What you will do ::
Return all lines in the material below that contain "list".

Records provided ::

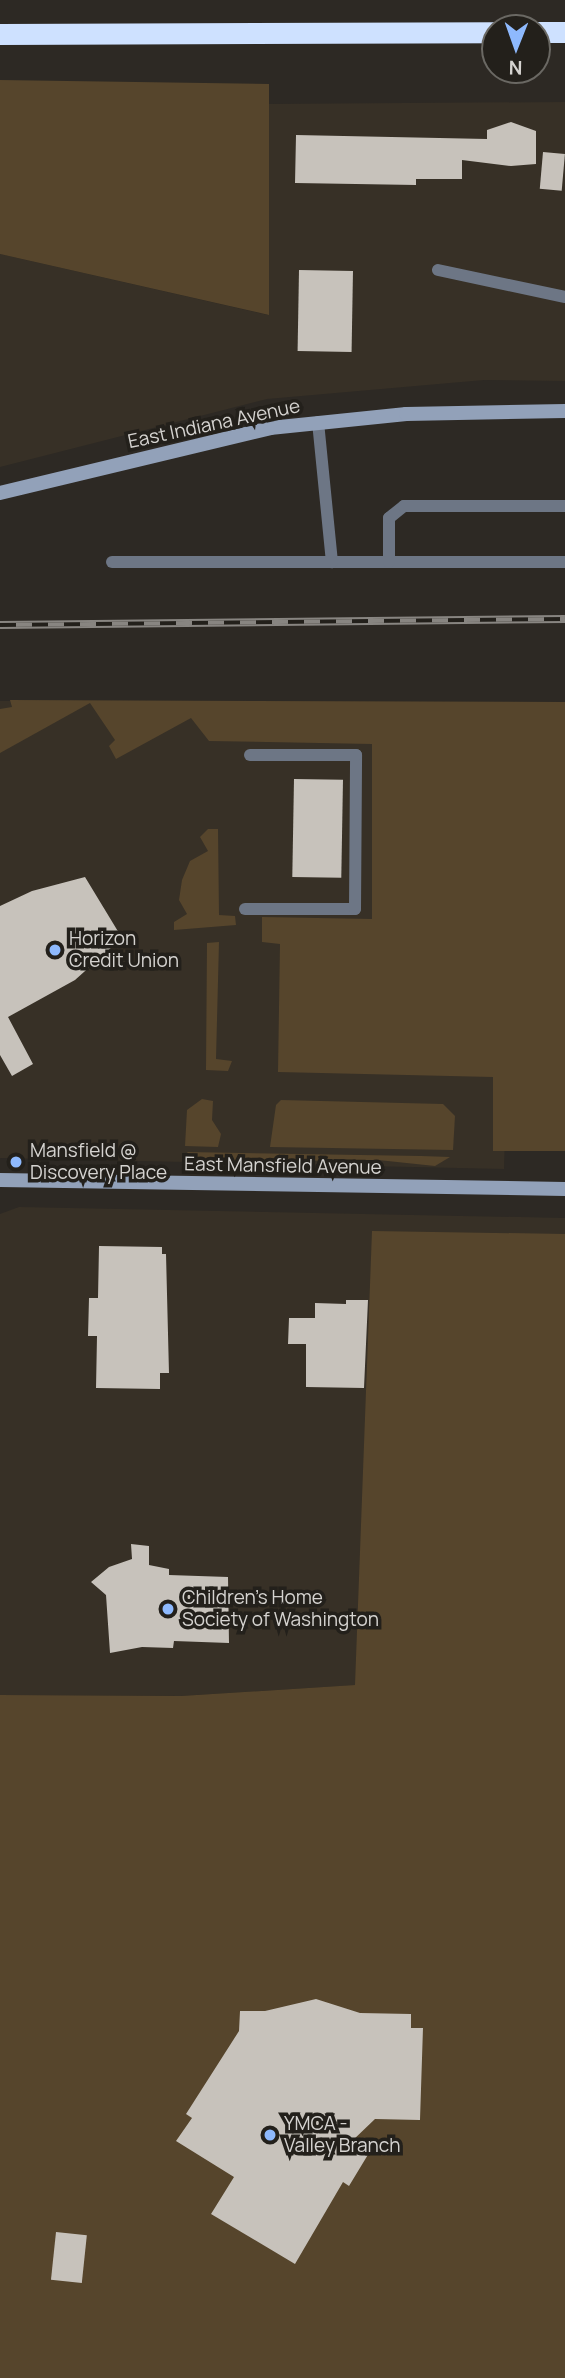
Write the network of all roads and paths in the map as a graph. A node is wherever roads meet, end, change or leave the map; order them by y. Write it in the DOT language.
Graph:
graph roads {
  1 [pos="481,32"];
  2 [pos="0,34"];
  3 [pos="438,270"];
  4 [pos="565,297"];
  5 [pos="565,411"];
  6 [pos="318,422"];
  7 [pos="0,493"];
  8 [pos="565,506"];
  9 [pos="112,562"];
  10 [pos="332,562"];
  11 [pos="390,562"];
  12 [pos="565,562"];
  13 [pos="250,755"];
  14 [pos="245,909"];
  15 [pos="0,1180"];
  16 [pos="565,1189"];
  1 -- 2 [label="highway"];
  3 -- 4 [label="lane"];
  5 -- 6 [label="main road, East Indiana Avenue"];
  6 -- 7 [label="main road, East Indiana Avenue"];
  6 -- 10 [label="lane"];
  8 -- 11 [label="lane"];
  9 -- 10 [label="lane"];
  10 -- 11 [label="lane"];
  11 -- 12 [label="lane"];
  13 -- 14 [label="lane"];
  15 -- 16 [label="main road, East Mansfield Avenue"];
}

...

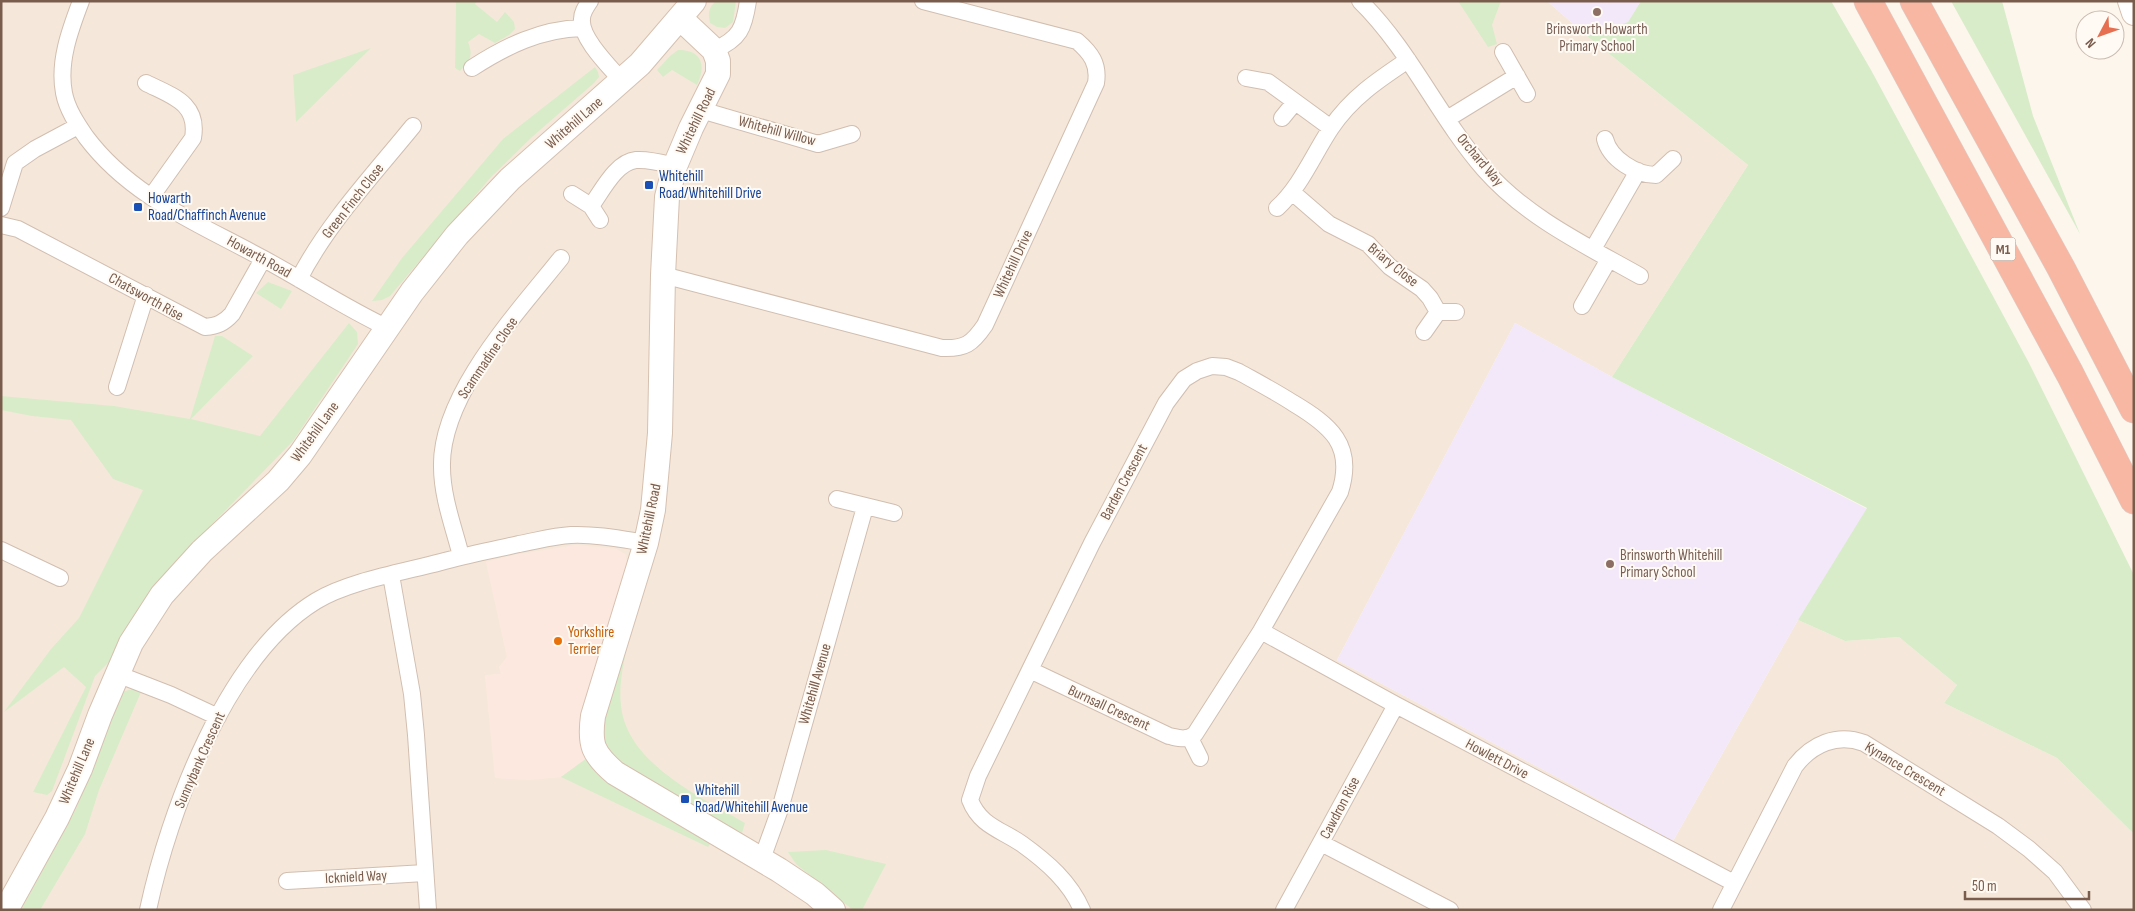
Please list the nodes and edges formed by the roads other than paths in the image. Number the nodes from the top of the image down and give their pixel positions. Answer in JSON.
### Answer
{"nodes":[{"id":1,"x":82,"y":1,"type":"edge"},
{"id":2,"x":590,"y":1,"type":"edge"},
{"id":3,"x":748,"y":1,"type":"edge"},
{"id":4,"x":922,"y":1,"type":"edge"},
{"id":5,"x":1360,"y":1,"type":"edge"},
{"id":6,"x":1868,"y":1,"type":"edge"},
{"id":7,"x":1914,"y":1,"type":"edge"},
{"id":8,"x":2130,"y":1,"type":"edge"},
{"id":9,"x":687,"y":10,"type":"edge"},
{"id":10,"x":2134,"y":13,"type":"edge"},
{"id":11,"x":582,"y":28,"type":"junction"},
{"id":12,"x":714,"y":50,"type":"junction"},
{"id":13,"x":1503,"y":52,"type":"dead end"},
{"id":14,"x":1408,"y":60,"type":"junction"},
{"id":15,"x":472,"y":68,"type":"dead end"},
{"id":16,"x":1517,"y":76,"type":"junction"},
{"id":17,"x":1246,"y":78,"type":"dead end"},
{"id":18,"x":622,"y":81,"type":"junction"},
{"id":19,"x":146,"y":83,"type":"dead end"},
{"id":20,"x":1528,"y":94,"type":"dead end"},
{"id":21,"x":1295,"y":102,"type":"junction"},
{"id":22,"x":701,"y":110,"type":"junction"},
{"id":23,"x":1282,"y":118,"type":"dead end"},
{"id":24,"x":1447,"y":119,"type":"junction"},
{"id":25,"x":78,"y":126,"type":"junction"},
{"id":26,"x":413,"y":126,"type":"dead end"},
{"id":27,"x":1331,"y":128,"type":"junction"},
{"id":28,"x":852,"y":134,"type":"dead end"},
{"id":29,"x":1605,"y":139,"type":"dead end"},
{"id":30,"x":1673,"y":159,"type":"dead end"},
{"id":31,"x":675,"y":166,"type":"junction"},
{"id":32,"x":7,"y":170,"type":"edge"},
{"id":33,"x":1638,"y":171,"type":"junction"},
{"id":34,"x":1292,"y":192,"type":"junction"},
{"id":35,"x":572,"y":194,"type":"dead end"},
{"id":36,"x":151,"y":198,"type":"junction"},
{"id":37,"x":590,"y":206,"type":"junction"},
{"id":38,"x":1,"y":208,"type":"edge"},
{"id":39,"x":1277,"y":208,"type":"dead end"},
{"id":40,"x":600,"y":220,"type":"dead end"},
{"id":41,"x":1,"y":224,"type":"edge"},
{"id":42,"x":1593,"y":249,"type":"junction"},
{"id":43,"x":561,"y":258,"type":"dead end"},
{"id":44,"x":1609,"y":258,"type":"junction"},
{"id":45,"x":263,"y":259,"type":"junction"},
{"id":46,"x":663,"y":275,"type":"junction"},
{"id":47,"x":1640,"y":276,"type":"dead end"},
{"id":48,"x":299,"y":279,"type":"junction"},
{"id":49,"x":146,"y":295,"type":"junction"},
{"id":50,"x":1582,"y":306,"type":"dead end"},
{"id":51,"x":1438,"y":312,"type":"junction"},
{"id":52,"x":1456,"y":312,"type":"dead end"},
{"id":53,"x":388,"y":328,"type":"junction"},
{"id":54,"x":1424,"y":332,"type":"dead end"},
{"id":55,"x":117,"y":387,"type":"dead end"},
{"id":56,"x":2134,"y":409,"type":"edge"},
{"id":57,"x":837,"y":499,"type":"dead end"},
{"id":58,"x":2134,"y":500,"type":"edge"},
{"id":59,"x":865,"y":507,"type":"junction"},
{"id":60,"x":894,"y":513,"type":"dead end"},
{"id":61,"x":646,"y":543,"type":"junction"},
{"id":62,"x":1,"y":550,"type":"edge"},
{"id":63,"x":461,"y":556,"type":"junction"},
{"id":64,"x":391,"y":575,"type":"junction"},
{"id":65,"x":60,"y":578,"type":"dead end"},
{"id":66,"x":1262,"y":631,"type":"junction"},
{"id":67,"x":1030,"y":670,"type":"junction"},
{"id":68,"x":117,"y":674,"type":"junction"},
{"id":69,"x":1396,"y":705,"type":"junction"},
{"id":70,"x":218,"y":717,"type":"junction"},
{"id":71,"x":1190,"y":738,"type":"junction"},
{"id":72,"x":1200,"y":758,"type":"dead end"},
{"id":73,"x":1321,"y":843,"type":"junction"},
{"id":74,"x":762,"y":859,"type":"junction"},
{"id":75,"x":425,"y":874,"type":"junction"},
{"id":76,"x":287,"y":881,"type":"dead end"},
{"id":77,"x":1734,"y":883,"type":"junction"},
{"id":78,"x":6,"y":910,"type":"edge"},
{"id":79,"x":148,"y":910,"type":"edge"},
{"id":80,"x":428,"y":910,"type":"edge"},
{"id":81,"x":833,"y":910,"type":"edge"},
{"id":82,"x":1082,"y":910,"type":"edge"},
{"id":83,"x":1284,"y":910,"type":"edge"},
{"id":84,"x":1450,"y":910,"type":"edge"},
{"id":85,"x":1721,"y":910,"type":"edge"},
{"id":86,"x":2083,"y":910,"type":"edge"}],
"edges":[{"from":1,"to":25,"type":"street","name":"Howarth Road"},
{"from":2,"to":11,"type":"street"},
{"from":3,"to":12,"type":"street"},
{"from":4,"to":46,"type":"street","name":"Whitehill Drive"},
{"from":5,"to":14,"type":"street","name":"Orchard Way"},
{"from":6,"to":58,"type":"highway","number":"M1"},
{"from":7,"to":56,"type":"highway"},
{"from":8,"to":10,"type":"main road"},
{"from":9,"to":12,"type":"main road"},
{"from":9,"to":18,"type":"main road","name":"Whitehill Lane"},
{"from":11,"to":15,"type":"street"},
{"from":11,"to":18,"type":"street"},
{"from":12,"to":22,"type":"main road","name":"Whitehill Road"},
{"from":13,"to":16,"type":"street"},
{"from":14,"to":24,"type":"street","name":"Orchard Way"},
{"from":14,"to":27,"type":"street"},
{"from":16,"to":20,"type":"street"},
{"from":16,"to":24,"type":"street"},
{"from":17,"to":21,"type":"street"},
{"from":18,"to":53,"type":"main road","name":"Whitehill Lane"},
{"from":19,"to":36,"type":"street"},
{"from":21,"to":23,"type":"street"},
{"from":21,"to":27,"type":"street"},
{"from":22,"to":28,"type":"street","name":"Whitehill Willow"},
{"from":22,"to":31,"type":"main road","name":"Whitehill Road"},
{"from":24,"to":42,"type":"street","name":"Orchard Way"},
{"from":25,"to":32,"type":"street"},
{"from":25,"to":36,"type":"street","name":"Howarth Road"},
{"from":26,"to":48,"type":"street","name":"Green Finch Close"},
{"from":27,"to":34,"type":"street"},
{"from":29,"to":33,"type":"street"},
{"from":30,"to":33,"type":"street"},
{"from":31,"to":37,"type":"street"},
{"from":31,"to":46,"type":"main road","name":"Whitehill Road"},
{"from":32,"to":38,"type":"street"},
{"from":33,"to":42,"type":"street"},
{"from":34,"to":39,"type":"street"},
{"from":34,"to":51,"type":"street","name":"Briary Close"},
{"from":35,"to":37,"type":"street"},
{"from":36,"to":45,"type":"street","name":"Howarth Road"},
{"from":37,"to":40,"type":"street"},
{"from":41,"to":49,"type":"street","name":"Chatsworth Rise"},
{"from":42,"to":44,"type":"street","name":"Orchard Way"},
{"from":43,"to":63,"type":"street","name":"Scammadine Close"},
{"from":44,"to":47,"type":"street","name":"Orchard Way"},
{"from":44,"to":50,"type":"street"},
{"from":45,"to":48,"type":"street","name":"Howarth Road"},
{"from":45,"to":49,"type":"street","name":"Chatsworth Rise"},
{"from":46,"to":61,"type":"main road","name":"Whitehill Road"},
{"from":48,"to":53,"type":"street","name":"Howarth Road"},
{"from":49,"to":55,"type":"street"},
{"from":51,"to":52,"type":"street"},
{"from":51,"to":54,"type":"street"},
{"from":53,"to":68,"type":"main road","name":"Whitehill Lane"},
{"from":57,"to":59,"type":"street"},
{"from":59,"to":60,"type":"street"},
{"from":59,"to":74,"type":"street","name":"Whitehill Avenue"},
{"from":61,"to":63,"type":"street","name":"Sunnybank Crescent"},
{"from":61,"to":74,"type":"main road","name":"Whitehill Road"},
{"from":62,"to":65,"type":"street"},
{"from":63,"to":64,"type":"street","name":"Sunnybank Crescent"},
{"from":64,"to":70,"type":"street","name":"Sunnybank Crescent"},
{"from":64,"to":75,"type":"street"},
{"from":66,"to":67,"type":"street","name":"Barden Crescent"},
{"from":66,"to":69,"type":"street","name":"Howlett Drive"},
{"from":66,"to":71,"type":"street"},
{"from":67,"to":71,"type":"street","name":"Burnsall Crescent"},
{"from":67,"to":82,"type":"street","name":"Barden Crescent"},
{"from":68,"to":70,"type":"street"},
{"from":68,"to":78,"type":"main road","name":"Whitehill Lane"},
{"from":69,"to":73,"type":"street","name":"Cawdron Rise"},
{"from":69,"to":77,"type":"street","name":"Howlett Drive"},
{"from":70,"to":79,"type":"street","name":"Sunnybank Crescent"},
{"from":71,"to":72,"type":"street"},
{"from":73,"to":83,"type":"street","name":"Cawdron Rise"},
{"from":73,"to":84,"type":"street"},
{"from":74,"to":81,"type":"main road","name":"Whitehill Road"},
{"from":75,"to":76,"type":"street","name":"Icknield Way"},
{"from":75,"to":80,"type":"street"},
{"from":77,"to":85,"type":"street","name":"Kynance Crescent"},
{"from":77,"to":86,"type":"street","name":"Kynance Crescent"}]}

--

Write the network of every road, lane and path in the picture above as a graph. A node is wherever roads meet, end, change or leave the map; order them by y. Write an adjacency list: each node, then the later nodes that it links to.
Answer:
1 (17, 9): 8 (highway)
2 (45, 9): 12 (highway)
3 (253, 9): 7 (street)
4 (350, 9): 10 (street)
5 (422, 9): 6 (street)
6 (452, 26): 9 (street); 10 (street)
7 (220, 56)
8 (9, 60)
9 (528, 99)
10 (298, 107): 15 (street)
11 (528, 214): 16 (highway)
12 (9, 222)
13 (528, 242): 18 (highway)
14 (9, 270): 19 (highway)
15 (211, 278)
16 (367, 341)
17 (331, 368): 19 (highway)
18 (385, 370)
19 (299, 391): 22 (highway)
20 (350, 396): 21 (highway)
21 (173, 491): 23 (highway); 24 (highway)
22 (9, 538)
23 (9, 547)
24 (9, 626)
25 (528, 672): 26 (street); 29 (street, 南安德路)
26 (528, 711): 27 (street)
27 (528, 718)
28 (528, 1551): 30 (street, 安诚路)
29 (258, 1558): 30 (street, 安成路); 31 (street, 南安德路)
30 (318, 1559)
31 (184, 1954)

Task answer ::
Please list the nodes and edges formed by the roads other than paths in the image. Number the nodes from the top of the image down and give their pixel positions. Answer in JSON.
Write the network of every road, lane and path in the picture above as a graph. A node is wherever roads meet, end, change or leave the map; order them by y. Write an adjacency list: each node, then the later nodes that it links to.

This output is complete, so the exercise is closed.